5,4 millions de marques étaient déposées dans le monde en 2017.
Cela représente presque deux fois plus qu’en 2012. Face à la multiplicité de l’offre, le consommateur a tendance à développer un comportement méfiant. De surcroît, parmi les produits qu’il convoite, certains sont techniques et difficiles à appréhender avec les connaissances dont il dispose.
Pour mettre fin à cette situation de doute, il peut se tourner vers un prescripteur. Ce tiers impartial et reconnu possède le savoir requis pour orienter son choix et l’aider à prendre une décision.
Pour les entreprises, s’entourer de prescripteurs est une stratégie qui, si elle est bien menée, peut s’avérer gagnante. Mais avant de bâtir une relation fructueuse encore faut-il les identifier…
A. Vers une définition des prescripteurs
1. Etymologie et définition :
D’après le Littré, le mot « prescription » provient du terme latin « praescriptio » qui est lui-même dérivé du mot « praescribo ». Le préfixe « prae » (avant, devant) est associé au mot « scribo » (écrire) et le tout signifie « écrire devant » soit « écrit en entête ».
D’un point de vue marketing, la notion de prescripteur est présente dès les années 80. Elle recouvre différentes définitions selon les auteurs et donne lieu à des théories variées. Le chercheur à avoir le plus exploré le champ de la prescription est Armand Hatchuel.
Le prescripteur est celui qui détermine les choix d'un acheteur plus que lui-même.
Le prescripteur se caractérise donc par l’influence qu’il peut exercer sur l’acheteur : c’est un tiers qui se place entre l’offreur et l’acheteur et qui va recommander l’achat.
2. Les prescripteurs, une large typologie d’individus aux caractéristiques spécifiques :
Les prescripteurs, tels que nous les définissons, ont des caractéristiques bien définies :
- Les prescripteurs sont compétents : ils ont des connaissances et des compétences particulières qui en font des experts du domaine en question. Ce sont donc les mieux placés pour formuler une recommandation.
- Les prescripteurs sont reconnus : de par la qualité de leurs compétences, les prescripteurs sont reconnus. Leur légitimité leur confère une aura positive et suscite l’approbation.
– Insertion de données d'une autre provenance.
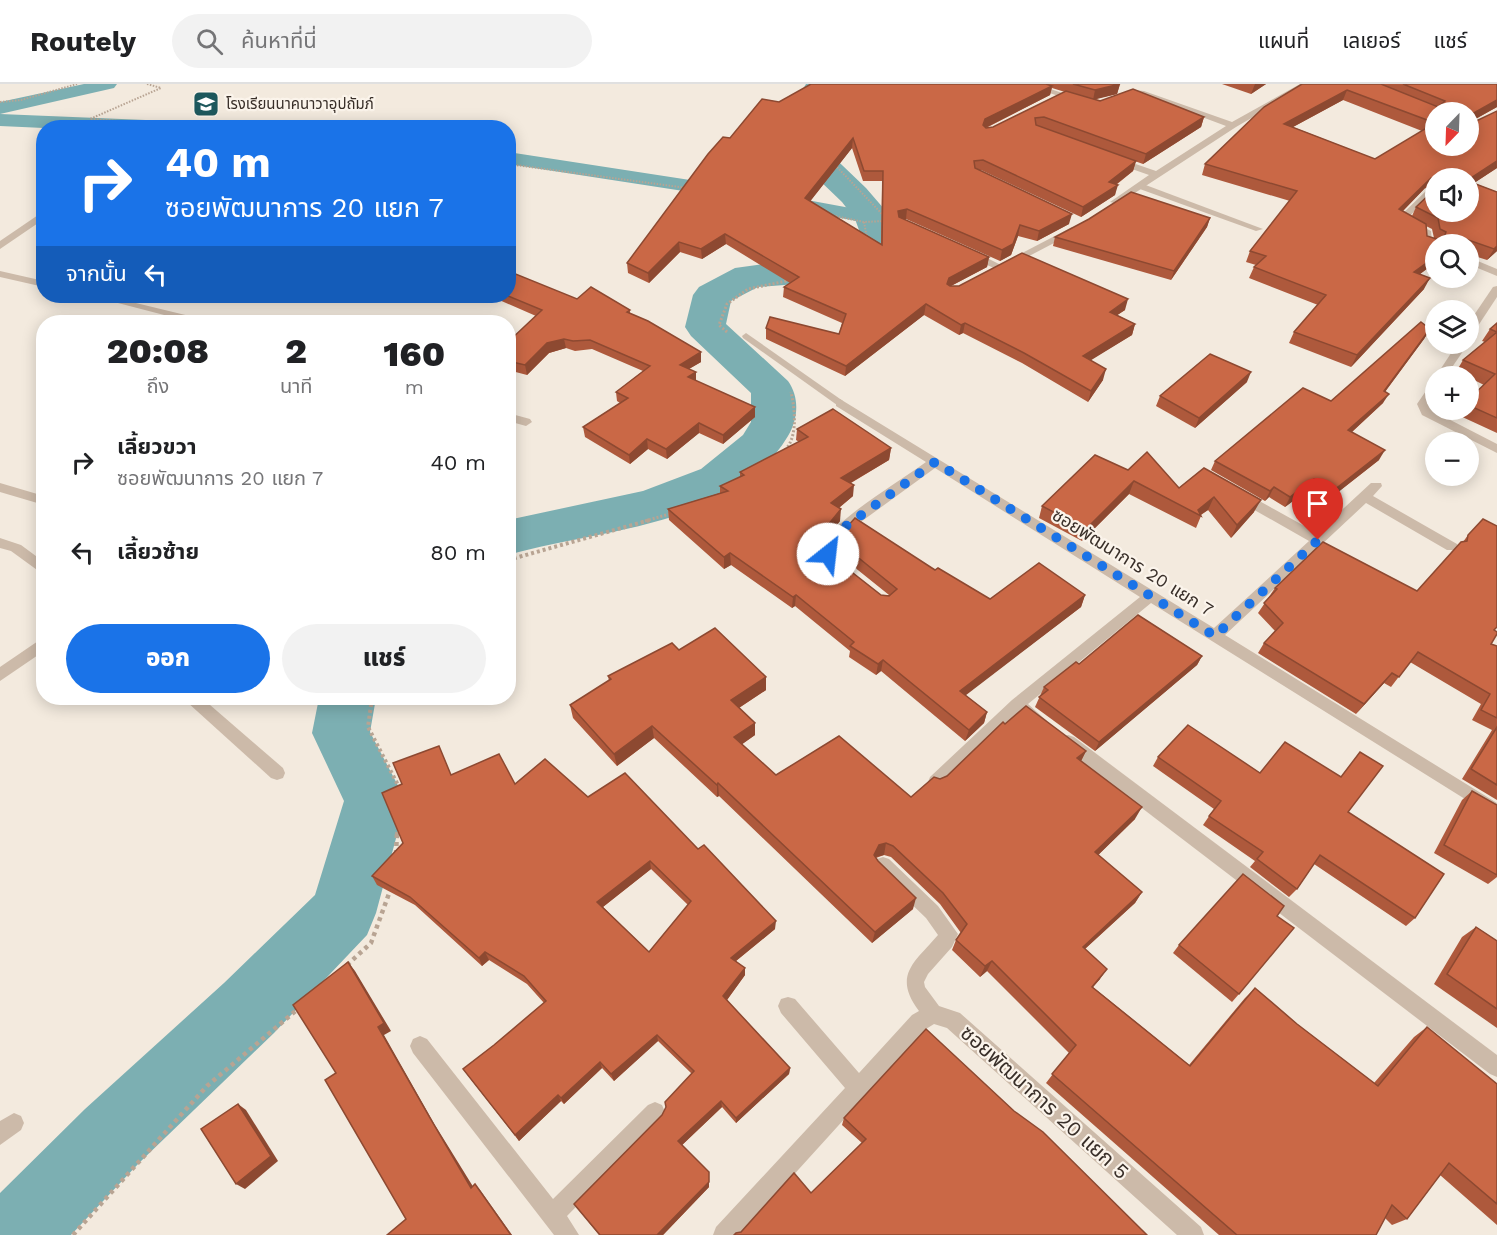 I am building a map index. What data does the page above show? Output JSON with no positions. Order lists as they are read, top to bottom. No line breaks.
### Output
{"streets":{"street":["ซอยพัฒนาการ 20 แยก 7","ซอยพัฒนาการ 20 แยก 5"]},"places":{"school or university":["โรงเรียนนาคนาวาอุปถัมภ์"]},"north":"bottom left","page":{"header":"Routely","search":"ค้นหาที่นี่","nav":["แผนที่","เลเยอร์","แชร์"],"map_buttons":["+","−"],"turn":["40 m","ซอยพัฒนาการ 20 แยก 7"],"then":"จากนั้น","eta":["20:08","ถึง","2","นาที","160","m"],"list":[{"name":"เลี้ยวขวา","note":"ซอยพัฒนาการ 20 แยก 7","value":"40 m"},{"name":"เลี้ยวซ้าย","value":"80 m"}],"buttons":["ออก","แชร์"]}}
- Les prescripteurs sont indépendants et impartiaux : ils ne recherchent pas la satisfaction de leurs propres intérêts. Ils ont la capacité à se mettre à la place de leur interlocuteur pour pouvoir rechercher une solution adaptée.
- Les prescripteurs sont objectifs et critiques : les prescripteurs ont leur propre système de jugement et ne se laissent pas eux-mêmes influencer par le discours des offreurs.
- Les prescripteurs sont désintéressés : les prescripteurs ne sont pas rémunérés pour leurs conseils. L’activité de prescription n’est rétribuée que dans certains cas rares.
Les prescripteurs sont nombreux et peuvent revêtir des figures variées de la sphère publique ou privée d’après Thomas Stenger :
« Le prescripteur peut être un expert professionnel, un guide de choix, un client, un proche… »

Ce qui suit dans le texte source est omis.